ALL THE FUN OF THE FAIR
MASSES of twinkling lights, an abundance of bunting, tons of teddies and stripy canvas, Carousel horses and dodgem cars recreate for us the seedy glamour of a 1970’s fairground, while a bang and wow closes each act in spectacular style (cheesy, maybe, but still impressive).
Our fair-owner, Levi, is played by seventies’ heartthrob David Essex.
Back then, his hair was long and flowing; now, in his own sixties, it’s scant and white. He can afford to joke about it though, because, for an old dude, he still looks passably good.
To his fans’ delight, this musical has, in fact, been built around Essex’s bright and catchy hit songs, and that’s not an easy thing to pull off - as we soon discovered.
For, in spite of humorous moments, there’s generally more misery than fun at this fair.
One audience member was overly cruel, perhaps, in likening Essex’s low-key, somewhat static performance to that of a ‘constipated coat-hanger’, but I do see where he’s coming from: even in the role of a depressed, grief-stricken, guilt-ridden widower, understatement can go a bit too far.

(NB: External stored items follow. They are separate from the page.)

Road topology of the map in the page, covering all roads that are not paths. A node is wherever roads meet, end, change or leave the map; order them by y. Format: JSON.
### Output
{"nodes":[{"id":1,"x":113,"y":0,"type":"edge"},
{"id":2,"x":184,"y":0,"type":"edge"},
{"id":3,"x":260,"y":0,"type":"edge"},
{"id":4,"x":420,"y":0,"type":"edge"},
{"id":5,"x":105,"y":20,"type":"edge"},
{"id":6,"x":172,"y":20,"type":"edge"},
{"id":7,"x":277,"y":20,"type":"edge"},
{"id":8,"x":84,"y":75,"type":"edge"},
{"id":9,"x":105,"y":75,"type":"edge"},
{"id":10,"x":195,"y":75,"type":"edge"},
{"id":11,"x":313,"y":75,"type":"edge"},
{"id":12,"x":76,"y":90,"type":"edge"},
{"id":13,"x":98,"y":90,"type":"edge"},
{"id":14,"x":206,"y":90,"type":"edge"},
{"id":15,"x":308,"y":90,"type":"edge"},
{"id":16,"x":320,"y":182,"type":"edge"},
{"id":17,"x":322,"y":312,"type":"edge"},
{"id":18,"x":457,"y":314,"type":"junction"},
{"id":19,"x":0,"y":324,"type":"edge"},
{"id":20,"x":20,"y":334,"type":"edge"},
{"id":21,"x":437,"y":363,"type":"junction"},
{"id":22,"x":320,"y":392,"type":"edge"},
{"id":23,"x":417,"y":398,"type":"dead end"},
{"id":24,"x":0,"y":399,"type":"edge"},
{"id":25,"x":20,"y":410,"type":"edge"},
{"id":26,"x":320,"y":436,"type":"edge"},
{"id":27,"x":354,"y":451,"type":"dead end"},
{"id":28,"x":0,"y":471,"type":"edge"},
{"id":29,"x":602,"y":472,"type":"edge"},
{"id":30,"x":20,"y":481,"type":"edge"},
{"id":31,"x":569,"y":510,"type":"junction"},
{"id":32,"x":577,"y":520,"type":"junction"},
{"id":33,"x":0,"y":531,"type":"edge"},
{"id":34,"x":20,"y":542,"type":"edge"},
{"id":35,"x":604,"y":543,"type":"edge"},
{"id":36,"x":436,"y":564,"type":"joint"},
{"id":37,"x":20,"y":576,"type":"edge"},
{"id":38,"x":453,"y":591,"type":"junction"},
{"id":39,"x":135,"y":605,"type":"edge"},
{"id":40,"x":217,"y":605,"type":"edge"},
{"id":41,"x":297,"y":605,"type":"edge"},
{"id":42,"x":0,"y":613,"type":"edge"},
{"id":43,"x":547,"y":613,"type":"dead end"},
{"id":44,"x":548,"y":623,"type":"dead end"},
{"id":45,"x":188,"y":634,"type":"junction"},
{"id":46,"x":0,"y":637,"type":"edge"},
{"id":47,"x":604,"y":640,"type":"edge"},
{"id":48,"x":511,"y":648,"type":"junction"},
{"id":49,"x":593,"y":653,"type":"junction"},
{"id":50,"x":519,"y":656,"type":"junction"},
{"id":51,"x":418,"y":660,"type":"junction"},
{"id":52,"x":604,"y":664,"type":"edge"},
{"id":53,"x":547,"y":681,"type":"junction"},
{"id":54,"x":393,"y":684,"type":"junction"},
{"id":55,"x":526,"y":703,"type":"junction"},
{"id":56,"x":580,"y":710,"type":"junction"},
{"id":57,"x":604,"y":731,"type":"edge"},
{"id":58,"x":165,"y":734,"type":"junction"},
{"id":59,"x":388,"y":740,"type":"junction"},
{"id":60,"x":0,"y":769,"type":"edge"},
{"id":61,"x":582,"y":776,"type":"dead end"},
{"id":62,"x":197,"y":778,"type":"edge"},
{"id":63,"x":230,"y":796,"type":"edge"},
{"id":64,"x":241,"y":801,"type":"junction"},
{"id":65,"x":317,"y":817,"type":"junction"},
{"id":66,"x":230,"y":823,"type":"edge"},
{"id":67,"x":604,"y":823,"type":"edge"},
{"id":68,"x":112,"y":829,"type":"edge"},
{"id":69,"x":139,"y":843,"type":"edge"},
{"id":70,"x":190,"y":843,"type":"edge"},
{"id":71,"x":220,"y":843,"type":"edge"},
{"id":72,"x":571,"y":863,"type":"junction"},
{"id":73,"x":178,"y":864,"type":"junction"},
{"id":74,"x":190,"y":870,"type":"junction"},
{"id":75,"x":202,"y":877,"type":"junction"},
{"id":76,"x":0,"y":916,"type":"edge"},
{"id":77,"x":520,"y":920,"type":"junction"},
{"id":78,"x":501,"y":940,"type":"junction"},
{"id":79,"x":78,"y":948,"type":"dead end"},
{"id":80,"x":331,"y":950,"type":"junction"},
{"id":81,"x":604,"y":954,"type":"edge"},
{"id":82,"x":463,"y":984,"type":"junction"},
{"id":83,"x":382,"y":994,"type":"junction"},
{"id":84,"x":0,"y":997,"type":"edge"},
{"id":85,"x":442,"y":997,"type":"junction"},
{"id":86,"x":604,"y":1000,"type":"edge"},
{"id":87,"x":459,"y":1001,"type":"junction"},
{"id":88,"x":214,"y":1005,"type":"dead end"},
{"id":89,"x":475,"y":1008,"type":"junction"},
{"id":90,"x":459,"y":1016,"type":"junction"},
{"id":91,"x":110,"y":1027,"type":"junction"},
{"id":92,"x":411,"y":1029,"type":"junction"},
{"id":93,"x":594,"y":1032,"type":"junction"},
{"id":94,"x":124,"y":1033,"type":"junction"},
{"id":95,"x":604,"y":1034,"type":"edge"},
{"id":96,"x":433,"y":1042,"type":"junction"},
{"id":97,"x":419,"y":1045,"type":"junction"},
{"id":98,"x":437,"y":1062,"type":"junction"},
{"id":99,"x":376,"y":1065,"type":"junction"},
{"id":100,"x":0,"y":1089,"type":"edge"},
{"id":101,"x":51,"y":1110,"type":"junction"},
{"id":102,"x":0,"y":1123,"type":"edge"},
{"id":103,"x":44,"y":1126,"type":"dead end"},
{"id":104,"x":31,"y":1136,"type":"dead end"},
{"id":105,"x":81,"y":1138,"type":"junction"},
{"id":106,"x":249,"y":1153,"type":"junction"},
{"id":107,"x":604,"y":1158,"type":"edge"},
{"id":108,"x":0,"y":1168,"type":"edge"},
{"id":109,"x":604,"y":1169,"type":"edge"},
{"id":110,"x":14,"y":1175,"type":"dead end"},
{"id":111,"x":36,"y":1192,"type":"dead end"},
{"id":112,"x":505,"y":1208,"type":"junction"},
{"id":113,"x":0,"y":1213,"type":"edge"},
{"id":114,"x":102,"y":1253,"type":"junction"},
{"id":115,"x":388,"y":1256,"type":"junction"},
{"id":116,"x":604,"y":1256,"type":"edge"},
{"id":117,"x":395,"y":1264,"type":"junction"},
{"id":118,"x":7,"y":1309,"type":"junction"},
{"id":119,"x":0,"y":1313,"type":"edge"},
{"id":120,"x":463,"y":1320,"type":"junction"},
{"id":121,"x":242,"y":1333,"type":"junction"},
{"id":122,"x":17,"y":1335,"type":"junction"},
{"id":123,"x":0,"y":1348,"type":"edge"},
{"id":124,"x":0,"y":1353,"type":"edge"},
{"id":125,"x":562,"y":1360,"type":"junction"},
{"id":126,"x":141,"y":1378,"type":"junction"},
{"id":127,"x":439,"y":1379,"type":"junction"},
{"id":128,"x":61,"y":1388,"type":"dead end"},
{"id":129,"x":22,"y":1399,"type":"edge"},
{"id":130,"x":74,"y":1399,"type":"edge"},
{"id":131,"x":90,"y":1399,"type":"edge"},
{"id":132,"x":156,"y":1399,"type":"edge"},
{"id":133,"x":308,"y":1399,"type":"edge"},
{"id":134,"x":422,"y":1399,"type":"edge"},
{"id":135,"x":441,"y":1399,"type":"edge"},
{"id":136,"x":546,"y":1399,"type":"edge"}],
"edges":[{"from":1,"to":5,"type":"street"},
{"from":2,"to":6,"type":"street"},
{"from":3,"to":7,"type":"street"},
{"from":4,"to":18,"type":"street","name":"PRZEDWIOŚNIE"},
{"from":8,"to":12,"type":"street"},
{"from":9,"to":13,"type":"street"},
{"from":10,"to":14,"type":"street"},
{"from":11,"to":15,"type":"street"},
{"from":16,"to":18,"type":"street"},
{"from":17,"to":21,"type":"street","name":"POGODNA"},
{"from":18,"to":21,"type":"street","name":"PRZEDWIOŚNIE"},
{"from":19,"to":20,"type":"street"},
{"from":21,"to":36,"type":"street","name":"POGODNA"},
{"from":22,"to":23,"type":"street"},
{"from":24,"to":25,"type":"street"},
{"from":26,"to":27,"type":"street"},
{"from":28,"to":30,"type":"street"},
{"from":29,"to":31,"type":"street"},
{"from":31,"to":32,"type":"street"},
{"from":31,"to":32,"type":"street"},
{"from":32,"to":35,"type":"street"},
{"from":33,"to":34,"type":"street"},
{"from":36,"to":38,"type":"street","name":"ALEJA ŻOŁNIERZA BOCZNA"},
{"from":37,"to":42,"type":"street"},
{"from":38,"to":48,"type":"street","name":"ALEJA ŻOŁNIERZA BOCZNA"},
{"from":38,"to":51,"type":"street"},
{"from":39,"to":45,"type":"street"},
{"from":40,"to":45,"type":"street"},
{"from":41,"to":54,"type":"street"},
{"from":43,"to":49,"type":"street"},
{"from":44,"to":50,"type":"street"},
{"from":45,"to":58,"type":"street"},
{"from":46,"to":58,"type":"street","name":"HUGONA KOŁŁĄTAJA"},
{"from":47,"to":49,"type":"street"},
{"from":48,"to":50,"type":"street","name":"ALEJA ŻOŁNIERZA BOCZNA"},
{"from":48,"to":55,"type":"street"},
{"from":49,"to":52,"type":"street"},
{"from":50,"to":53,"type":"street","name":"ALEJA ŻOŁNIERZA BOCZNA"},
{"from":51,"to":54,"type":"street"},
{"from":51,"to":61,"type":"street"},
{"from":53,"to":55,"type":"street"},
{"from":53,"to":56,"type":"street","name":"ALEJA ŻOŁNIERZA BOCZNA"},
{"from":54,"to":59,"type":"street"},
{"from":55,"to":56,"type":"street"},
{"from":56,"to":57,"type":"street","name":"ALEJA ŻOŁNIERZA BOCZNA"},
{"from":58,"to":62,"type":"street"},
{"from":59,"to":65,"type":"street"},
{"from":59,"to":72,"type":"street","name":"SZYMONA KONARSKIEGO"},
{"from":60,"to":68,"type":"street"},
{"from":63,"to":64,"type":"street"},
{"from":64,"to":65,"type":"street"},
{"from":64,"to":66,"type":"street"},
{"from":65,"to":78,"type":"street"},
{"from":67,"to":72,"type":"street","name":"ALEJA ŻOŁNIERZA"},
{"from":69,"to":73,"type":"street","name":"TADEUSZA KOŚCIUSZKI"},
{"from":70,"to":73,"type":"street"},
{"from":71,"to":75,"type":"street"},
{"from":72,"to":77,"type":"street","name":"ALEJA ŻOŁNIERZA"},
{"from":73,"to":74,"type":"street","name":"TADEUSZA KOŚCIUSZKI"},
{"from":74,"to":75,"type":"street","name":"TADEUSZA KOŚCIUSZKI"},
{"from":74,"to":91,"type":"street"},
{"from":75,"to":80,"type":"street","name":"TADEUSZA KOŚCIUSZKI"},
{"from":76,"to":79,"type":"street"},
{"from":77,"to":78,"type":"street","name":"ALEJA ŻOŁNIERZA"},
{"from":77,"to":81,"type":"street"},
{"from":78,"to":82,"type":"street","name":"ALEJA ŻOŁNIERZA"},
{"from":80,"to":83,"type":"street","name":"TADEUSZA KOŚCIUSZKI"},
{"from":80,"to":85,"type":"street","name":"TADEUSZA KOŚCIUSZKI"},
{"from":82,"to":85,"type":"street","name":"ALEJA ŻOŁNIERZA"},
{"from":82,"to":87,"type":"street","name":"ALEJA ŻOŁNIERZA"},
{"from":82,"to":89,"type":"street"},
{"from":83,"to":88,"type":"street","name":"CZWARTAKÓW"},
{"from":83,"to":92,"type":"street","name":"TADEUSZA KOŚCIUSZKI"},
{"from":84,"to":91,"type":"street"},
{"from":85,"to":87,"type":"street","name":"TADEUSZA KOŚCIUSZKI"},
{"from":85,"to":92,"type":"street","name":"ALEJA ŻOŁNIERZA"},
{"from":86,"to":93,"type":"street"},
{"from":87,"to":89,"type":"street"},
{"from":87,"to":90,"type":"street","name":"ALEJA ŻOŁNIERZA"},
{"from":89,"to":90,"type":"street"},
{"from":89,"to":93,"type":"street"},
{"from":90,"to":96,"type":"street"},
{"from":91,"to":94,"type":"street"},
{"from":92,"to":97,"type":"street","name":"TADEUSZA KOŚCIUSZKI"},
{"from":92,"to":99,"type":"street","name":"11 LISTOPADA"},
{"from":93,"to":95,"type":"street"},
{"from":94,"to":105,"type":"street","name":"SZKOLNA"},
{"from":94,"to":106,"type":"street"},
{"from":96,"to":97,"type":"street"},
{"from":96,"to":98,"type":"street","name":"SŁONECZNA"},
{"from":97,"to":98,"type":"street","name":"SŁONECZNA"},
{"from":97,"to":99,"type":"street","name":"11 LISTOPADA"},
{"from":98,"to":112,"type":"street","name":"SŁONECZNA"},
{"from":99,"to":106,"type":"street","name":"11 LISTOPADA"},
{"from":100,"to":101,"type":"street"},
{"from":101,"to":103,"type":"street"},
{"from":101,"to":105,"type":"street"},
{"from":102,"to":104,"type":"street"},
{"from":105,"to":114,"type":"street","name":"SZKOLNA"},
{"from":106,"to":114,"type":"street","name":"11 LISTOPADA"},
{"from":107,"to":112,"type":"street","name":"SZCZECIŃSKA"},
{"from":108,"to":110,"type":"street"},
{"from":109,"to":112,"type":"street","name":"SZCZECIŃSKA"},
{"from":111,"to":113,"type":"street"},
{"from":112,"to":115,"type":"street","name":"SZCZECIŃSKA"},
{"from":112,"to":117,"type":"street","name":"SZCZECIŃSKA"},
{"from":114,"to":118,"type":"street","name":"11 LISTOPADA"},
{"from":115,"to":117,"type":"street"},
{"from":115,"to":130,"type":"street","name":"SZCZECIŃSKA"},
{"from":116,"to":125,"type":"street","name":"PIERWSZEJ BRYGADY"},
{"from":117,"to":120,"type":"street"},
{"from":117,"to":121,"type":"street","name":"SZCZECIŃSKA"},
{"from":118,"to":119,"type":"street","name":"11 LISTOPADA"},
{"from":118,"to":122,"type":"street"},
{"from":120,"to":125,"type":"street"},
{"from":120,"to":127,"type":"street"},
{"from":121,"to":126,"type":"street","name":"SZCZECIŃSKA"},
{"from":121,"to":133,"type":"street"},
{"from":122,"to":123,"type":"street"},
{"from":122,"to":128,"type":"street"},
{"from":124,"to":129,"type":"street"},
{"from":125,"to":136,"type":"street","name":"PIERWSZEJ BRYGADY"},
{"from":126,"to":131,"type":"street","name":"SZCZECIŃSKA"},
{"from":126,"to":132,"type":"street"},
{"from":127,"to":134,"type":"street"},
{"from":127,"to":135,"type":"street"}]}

Still, even though Essex’s vibrato moves as slowly as the rest of him, there’s still an element of charm and sparkle in his songs. Rock On, Lamplight, Winter’s Tale, Hold Me Close and Gonna Make You A Star, sung by Essex and/or various others make for special moments, enhanced by a good quota of fine singing and lively performance from the rest of the cast.
Tim Newman certainly wins hearts as ‘backward’ Jonny, while thuggish Harvey (David Burrows) is another favourite.
So, nice set, then, and jolly music - shame about the show!
Unfortunately, when it comes to careful crafting of plot, dialogue and character, we draw blanks all round.
In this Romeo-and-Juliet-style tragedy of feuding fathers and doomed love affairs, we sorely lack a smooth, subtle unfolding of events and relationships, and a deeper intensity of believable passions and tensions that would fully involve us with these characters. Muddled accents don’t help, and neither does the fact that there’s no live band.
A partial standing ovation at the end, though, shows that fans are willing to forgive an awful lot as long as something special is also on offer - like David Essex in leathers astride a motor bike, perhaps, or a huge rendition of Gonna Make You A Star ending with a colossal burst of silver streamers, or a ghostly rider who drives out from the Wall of Death, further defying gravity right above the amazed heads of the audience.
Now that, fair enough, certainly is a weird and wonderful spectacle.